Another approach is probabilistic scheduling and simulation. In this approach, you build a schedule model, and instead of a fixed duration for each task, you enter a probability distribution. Then the schedule is calculated based on a large number of random samples. The result is a probability distribution for the completion of your project. If you are successful at this, it gives you a tool that you can use to set a tolerance that you have a high probability of meeting or exceeding.

Here's how you do it:

  1. Build the plan (Integrated Master Schedule - IMS) from the top down. Starting with the Program Events (PE) - maturity assessment points. The Significant Accomplishments identified as "entry criteria" for the PE. Define the Accomplishment Criteria (AC) for the tasks that perform the work that delivers the SAs in support of the PEs. This results in a vertically integrated plan. A plan that defines all the work needed to have the project arrive at a known point along its maturity path to completion.
  2. Make the horizontal connections between ACs and other ACs or ACs and Tasks. These connections define the program "flow" for work completion, while the vertical connections define the "flow" of product maturity.
  3. Next, identify the risk buy-down activities. This is work done to reduce risk in the technical or programmatic aspects of the project. These tasks are explicitly identified.
  4. Using a Monte Carlo Simulation (MCS) tool - Risky Project, Risk+, @Risk for Project, PERTMaster - construct a probabilistic estimate of the completion of the maturity assessment points.
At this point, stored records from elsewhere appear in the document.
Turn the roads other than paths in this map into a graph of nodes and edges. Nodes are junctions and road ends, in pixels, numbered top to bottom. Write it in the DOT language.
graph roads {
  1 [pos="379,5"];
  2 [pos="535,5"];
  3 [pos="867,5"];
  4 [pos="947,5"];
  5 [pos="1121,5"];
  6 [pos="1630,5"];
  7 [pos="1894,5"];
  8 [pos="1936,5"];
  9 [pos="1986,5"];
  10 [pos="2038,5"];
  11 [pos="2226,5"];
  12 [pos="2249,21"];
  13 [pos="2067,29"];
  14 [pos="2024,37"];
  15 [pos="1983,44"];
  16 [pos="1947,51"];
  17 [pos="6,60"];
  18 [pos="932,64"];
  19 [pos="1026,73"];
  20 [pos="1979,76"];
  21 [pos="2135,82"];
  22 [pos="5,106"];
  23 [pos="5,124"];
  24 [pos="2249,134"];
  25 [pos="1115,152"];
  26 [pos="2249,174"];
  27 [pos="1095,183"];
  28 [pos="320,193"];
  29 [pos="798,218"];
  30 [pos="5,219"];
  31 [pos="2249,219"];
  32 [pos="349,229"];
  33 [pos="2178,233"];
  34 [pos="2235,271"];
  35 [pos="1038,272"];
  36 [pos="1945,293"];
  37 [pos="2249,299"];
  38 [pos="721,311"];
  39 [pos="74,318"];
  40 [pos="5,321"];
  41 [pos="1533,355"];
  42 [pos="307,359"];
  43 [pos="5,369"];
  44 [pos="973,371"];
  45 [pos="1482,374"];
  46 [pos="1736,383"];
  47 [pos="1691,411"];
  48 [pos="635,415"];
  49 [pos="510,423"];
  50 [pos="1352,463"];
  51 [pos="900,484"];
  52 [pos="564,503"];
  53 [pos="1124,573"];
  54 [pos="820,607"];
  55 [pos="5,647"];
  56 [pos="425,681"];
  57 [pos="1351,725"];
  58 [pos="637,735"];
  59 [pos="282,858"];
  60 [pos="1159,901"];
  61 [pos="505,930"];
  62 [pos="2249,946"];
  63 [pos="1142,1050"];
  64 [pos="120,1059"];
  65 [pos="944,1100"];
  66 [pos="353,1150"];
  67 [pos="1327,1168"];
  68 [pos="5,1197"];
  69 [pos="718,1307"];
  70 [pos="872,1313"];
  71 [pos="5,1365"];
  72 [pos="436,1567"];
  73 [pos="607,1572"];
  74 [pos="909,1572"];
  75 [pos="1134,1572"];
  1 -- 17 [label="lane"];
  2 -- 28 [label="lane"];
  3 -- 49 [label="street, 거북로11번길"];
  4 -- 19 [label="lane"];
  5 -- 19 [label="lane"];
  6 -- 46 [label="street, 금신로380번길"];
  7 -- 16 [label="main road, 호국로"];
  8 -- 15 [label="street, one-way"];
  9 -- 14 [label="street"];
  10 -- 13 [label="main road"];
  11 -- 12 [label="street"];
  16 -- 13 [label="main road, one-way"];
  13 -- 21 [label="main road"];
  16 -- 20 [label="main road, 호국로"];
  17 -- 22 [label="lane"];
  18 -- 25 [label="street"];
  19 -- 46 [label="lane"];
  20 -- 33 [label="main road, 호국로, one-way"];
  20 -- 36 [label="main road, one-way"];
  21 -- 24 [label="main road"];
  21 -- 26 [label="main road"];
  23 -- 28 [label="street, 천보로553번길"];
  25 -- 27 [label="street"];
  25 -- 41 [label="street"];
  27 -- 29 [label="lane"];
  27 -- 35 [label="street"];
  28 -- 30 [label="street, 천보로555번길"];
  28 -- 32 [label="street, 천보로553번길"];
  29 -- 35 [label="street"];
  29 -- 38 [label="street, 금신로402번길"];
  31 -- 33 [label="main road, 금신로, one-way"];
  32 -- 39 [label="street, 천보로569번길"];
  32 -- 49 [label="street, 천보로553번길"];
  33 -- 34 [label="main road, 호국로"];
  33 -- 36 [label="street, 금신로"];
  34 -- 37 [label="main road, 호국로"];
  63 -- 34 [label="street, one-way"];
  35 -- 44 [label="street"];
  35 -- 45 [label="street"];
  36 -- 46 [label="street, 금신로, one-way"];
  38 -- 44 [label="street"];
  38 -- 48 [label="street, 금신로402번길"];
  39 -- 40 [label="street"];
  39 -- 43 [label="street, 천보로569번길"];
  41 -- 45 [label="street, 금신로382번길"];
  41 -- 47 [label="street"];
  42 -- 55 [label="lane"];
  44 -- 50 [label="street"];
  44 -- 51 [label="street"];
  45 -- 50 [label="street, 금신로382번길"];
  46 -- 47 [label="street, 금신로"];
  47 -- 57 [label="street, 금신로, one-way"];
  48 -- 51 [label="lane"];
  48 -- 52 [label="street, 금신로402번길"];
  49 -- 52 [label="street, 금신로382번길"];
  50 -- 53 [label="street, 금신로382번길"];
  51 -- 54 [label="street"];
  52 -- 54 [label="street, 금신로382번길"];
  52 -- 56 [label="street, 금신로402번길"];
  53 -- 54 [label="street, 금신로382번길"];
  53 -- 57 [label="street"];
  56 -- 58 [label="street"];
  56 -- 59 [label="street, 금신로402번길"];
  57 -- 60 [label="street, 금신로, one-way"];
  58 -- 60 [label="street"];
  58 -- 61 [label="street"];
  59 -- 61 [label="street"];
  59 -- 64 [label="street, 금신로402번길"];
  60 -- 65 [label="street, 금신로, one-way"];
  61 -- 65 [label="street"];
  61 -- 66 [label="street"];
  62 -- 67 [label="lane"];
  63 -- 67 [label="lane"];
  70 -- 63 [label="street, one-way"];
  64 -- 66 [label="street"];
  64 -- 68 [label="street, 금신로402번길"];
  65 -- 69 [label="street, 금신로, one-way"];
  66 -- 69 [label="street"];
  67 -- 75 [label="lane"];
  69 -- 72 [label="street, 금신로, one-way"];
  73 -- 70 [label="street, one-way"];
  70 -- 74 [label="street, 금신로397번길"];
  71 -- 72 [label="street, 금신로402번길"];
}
Confirm that the 80% confidence points on the CDF - "there is an 80% chance that the task will complete on or before this date" - meet the project's needs.
  5. Add buffer(s) before high to moderate-risk tasks, collection points, or milestones that bring the deterministic schedule to the customer's desired date. This deterministic date then includes the "buffer" or margin.
  6. Set these buffer or margin tasks to zero (0) duration and rerun the Monte Carlo Simulation to confirm that the 80% confidence date still matches.

There are several approaches to the probabilistic duration.

  1. Get three-point estimates from historical data or subject matter experts.
  2. Get variance values from historical data or subject matter experts.
  3. In both cases, confirm that the three-point estimates match some probability distribution - Triangle or BetaPERT are useful.
  4. Confirm that the three-point estimates are either 0/100 estimates - that is, they are the 0% or the 100% points in the PDF or they are the 10/90 points - the 10% or 90% points. The 10/90 is better because they represent a better narrative of the estimate
  • 10% says - when repeated 10 times under the same conditions, this task completes 1 out of 10 times on or before this duration or date
  • 90% says - when repeated 10 times under the same conditions, this task completes 9 out of 10 times on or before this date or duration

With this three-point information, the MSC can be run (Risk+ assumes 0/100, and @Risk can be used with 10/90).

Using an MSC simulator is a nice start at the topic, something to get a feel for the approach. For an IMS with 8,000 activities, each with a distribution and some form of branching probability.

It is important to remember that the probabilistic and deterministic completion dates are two very different things. The buffers must be set to zero for the deterministic date to match the probabilistic date. When the schedule is executed, they are set to the forecasted duration needed to "protect" the assigned dates.

Finally, the MSC is usually run weekly, after the status meeting when the Estimates to Complete are in from the project team. This run forecasts any changes in the probabilistic complete dates and any margin erosion. Tracking margin erosion is a critical indicator of project health.

Here's an example of an MSC tool pointed at a task with a symmetric distribution - which almost never happens in real life (the symmetric part).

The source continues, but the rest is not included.